The woman with the foxes looked around and caught my eye. She gave no sign of recognition, and quickly looked away again. But not before I had recognized the rouged and raddled face of Miss Green.
I said, “Miss Green,” but she didn’t look around. I pushed slowly towards her but before I reached her she left the counter. The sailors made way for her and she was at the door before I could work my way out of the crowd.
I caught her on the sidewalk and took her arm. “Miss Green, I’d like to talk to you.”
“Let me go, I don’t know you.” I looked closely into her face in the light of a streetlamp, and saw that her eyes were empty and hot. But it was not the evil look in her eyes which went through my brain like a knife and quivered there. It was the odor of ether on her breath.
13
SHE tore her arm from my grasp and ran laboriously on high heels to a long black sedan which was parked ahead of my taxi. A man in the front seat who seemed to be wearing a chauffeur’s cap opened the door for her. She climbed in, the door slammed behind her, the black car jumped forward with the long rising whoop of a powerful engine, and Miss Green was out of my life again.
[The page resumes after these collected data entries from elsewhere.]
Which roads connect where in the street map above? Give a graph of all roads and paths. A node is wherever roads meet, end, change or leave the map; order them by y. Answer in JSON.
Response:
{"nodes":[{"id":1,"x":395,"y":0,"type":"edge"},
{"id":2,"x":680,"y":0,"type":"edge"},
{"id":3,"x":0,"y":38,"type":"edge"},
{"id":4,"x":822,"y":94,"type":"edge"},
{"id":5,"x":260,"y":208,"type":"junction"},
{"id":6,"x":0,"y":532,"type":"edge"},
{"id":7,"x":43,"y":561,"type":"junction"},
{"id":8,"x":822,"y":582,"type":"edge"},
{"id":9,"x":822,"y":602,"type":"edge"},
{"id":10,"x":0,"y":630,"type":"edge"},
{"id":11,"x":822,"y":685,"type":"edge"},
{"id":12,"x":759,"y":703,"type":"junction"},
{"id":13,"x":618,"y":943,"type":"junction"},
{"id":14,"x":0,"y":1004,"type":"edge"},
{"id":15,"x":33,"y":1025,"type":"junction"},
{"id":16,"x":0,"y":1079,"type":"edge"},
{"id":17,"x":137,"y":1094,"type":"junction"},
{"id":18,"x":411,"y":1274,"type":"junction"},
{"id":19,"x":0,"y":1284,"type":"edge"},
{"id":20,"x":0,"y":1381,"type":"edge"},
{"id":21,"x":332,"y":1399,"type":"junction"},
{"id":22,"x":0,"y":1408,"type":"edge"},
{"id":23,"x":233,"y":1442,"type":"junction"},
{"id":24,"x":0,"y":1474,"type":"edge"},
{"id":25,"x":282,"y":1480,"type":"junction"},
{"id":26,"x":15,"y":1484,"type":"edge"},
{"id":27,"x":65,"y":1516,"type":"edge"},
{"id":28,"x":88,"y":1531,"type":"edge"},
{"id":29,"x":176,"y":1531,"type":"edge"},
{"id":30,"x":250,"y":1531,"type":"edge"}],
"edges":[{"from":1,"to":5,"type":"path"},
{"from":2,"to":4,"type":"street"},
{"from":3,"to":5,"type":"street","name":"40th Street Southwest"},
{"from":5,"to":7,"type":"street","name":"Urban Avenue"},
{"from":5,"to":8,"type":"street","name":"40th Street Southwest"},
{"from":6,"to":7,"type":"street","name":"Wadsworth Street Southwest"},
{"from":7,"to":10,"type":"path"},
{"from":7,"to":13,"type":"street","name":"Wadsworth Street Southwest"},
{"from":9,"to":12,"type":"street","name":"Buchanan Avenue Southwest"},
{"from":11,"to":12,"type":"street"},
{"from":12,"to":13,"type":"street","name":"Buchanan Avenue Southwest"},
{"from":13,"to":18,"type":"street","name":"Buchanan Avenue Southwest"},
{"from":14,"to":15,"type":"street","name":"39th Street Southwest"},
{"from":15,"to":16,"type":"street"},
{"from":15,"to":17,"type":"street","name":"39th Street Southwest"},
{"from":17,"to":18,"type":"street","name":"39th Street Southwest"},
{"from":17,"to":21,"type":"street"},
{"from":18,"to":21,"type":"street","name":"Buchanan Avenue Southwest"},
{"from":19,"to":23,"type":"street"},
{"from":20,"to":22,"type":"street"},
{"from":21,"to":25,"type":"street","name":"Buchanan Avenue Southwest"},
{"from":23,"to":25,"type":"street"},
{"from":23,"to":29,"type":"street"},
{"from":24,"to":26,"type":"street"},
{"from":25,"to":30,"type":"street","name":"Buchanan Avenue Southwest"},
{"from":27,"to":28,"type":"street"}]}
But not forever.
I jumped into my taxi and told the driver to follow that car.
“I will if I can,” he said as he shifted gears. “That’s a Cadillac.”
When we turned the corner the black car was out of sight. We took a chance on the next corner and saw it a block ahead at Broadway, held up by a red light.
“Slow up,” I said to the driver. “I don’t want them to know they’re being followed.”